[Task input — start]

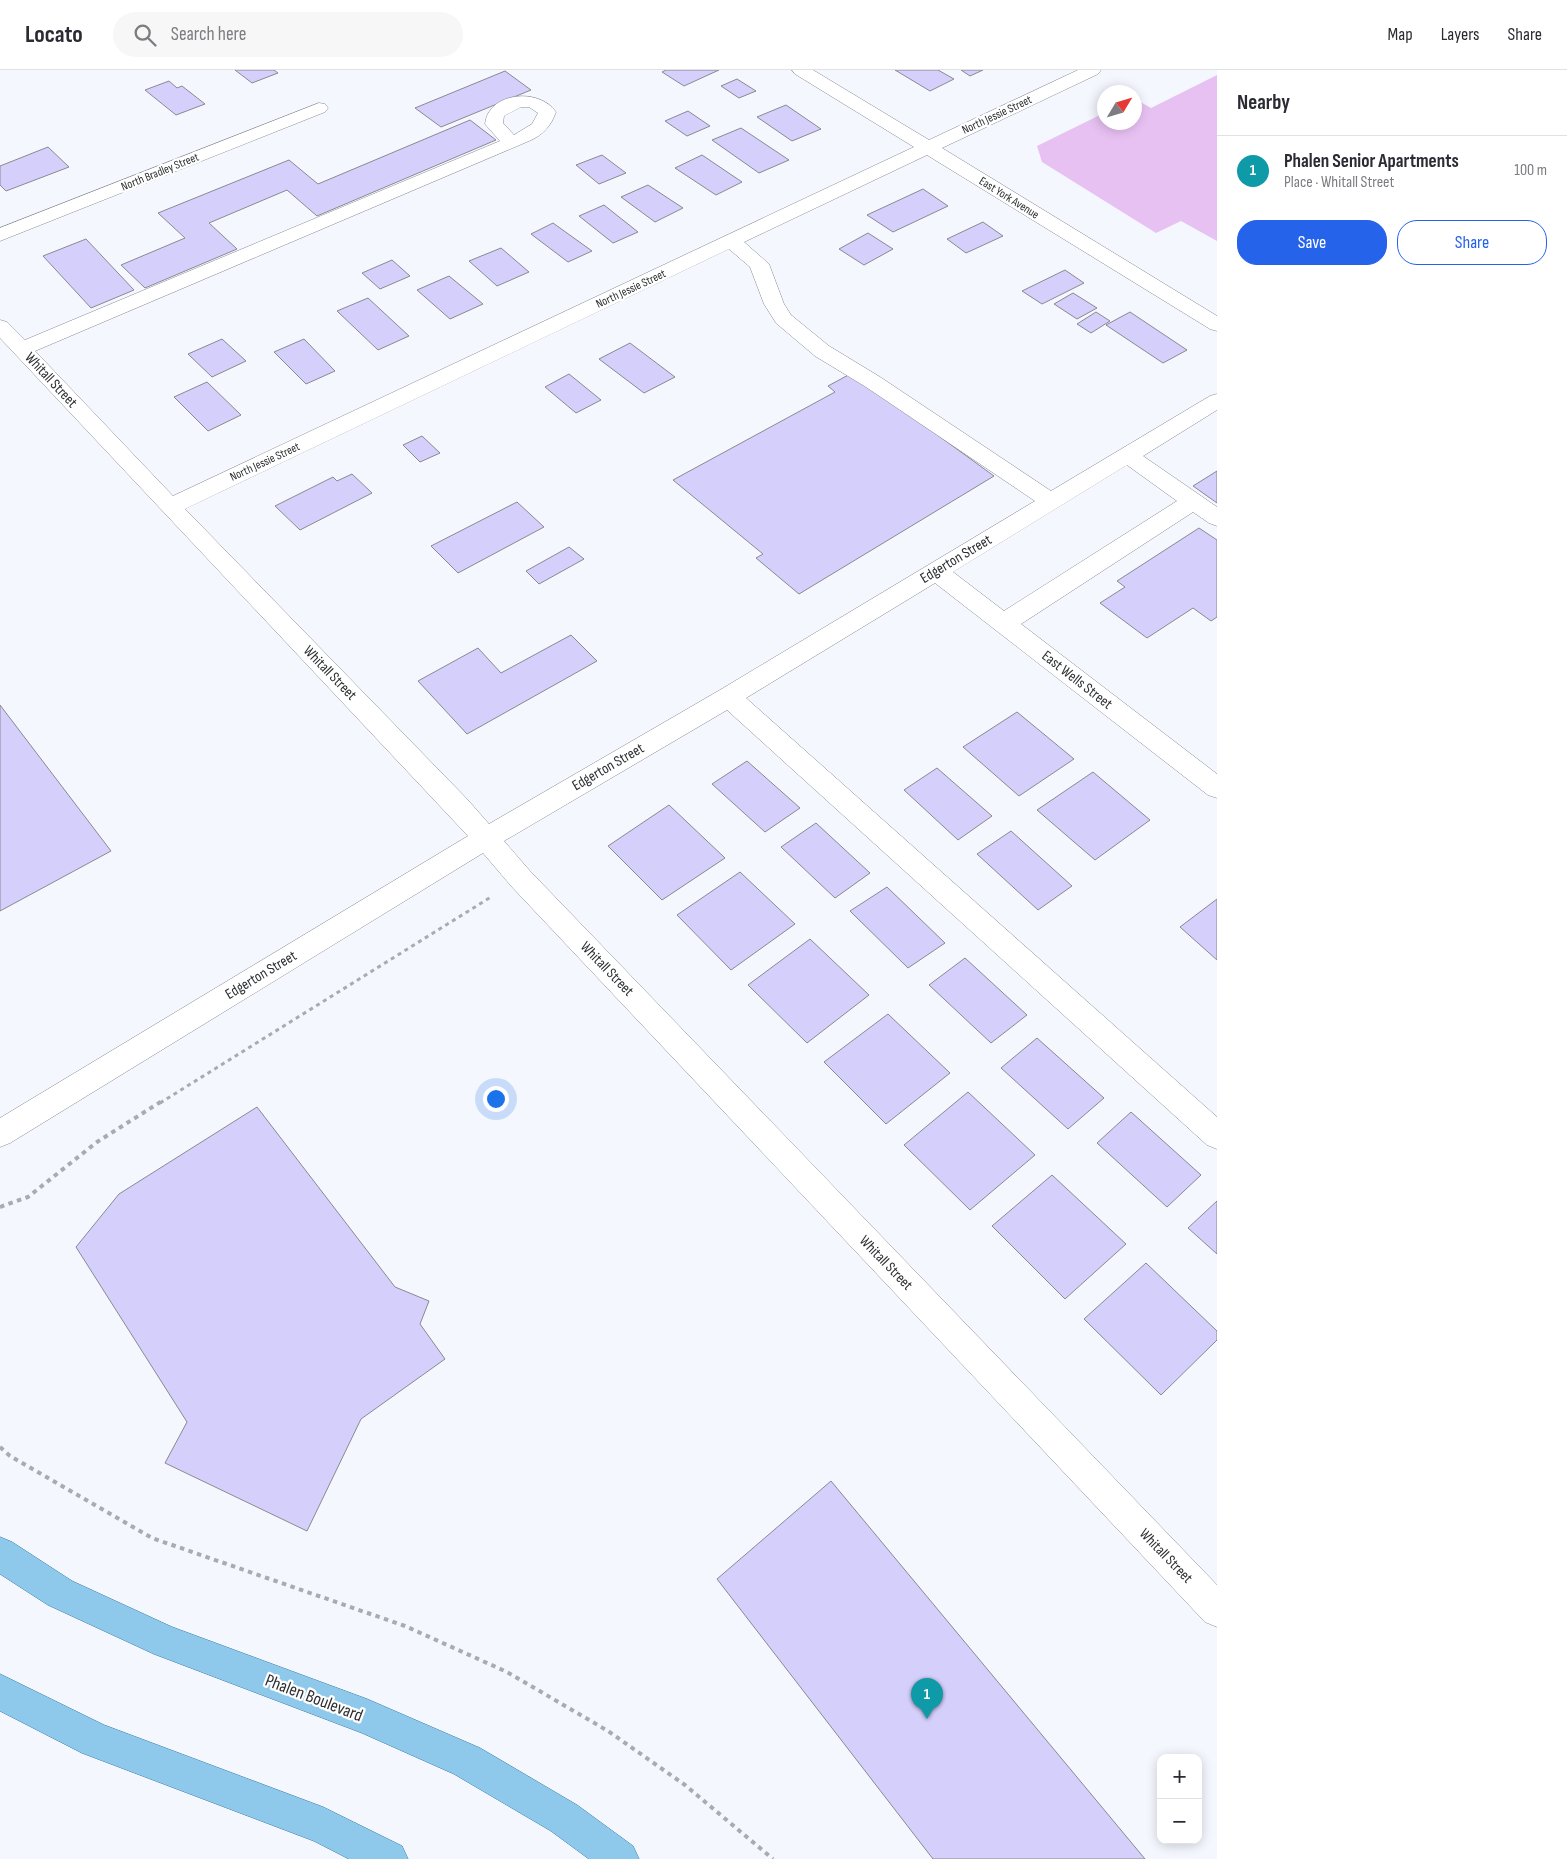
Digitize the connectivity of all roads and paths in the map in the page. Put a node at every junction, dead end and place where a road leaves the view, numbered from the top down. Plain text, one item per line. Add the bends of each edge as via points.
1 (802, 70) edge
2 (1092, 70) edge
3 (319, 108) dead end
4 (511, 143) dead end
5 (928, 148) junction
6 (0, 235) edge
7 (731, 241) junction
8 (1217, 325) edge
9 (0, 326) edge
10 (22, 349) junction
11 (1217, 401) edge
12 (1127, 455) junction
13 (1193, 501) junction
14 (1051, 502) junction
15 (170, 507) junction
16 (1217, 518) edge
17 (936, 571) junction
18 (1004, 623) junction
19 (730, 697) junction
20 (1217, 788) edge
21 (485, 838) junction
22 (521, 879) junction
23 (0, 1134) edge
24 (1217, 1136) edge
25 (0, 1207) edge
26 (0, 1447) edge
27 (0, 1554) edge
28 (1217, 1610) edge
29 (0, 1692) edge
30 (389, 1859) edge
31 (620, 1859) edge
32 (773, 1859) edge

1 - 5 street, East York Avenue
2 - 5 street, North Jessie Street
3 - 6 street, North Bradley Street
4 - 10 street
5 - 7 street, North Jessie Street
5 - 8 street, East York Avenue
7 - 14 street via 758,264 783,319 822,351
7 - 15 street, North Jessie Street
9 - 10 street, Whitall Street
10 - 15 street, Whitall Street
11 - 12 street, Edgerton Street
12 - 13 street
12 - 14 street, Edgerton Street
13 - 16 street
13 - 18 street
14 - 17 street, Edgerton Street
15 - 21 street, Whitall Street
17 - 18 street, East Wells Street
17 - 19 street, Edgerton Street
18 - 20 street, East Wells Street
19 - 21 street, Edgerton Street
19 - 24 street
21 - 22 street, Whitall Street
21 - 23 street, Edgerton Street
22 - 25 path via 97,1142 28,1197
22 - 28 street, Whitall Street
26 - 32 path via 10,1456 152,1538 405,1626 507,1672 608,1731 678,1780
27 - 31 main road, Phalen Boulevard via 60,1593 166,1642 366,1717 467,1760 564,1818
29 - 30 main road via 95,1740 323,1826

[Task input — finish]

▶ [Task statement]: Return all the records above exactly, pictures omitted.

▶ [Answer to this task]:
Digitize the connectivity of all roads and paths in the map in the page. Put a node at every junction, dead end and place where a road leaves the view, numbered from the top down. Plain text, one item per line. Add the bends of each edge as via points.
1 (802, 70) edge
2 (1092, 70) edge
3 (319, 108) dead end
4 (511, 143) dead end
5 (928, 148) junction
6 (0, 235) edge
7 (731, 241) junction
8 (1217, 325) edge
9 (0, 326) edge
10 (22, 349) junction
11 (1217, 401) edge
12 (1127, 455) junction
13 (1193, 501) junction
14 (1051, 502) junction
15 (170, 507) junction
16 (1217, 518) edge
17 (936, 571) junction
18 (1004, 623) junction
19 (730, 697) junction
20 (1217, 788) edge
21 (485, 838) junction
22 (521, 879) junction
23 (0, 1134) edge
24 (1217, 1136) edge
25 (0, 1207) edge
26 (0, 1447) edge
27 (0, 1554) edge
28 (1217, 1610) edge
29 (0, 1692) edge
30 (389, 1859) edge
31 (620, 1859) edge
32 (773, 1859) edge

1 - 5 street, East York Avenue
2 - 5 street, North Jessie Street
3 - 6 street, North Bradley Street
4 - 10 street
5 - 7 street, North Jessie Street
5 - 8 street, East York Avenue
7 - 14 street via 758,264 783,319 822,351
7 - 15 street, North Jessie Street
9 - 10 street, Whitall Street
10 - 15 street, Whitall Street
11 - 12 street, Edgerton Street
12 - 13 street
12 - 14 street, Edgerton Street
13 - 16 street
13 - 18 street
14 - 17 street, Edgerton Street
15 - 21 street, Whitall Street
17 - 18 street, East Wells Street
17 - 19 street, Edgerton Street
18 - 20 street, East Wells Street
19 - 21 street, Edgerton Street
19 - 24 street
21 - 22 street, Whitall Street
21 - 23 street, Edgerton Street
22 - 25 path via 97,1142 28,1197
22 - 28 street, Whitall Street
26 - 32 path via 10,1456 152,1538 405,1626 507,1672 608,1731 678,1780
27 - 31 main road, Phalen Boulevard via 60,1593 166,1642 366,1717 467,1760 564,1818
29 - 30 main road via 95,1740 323,1826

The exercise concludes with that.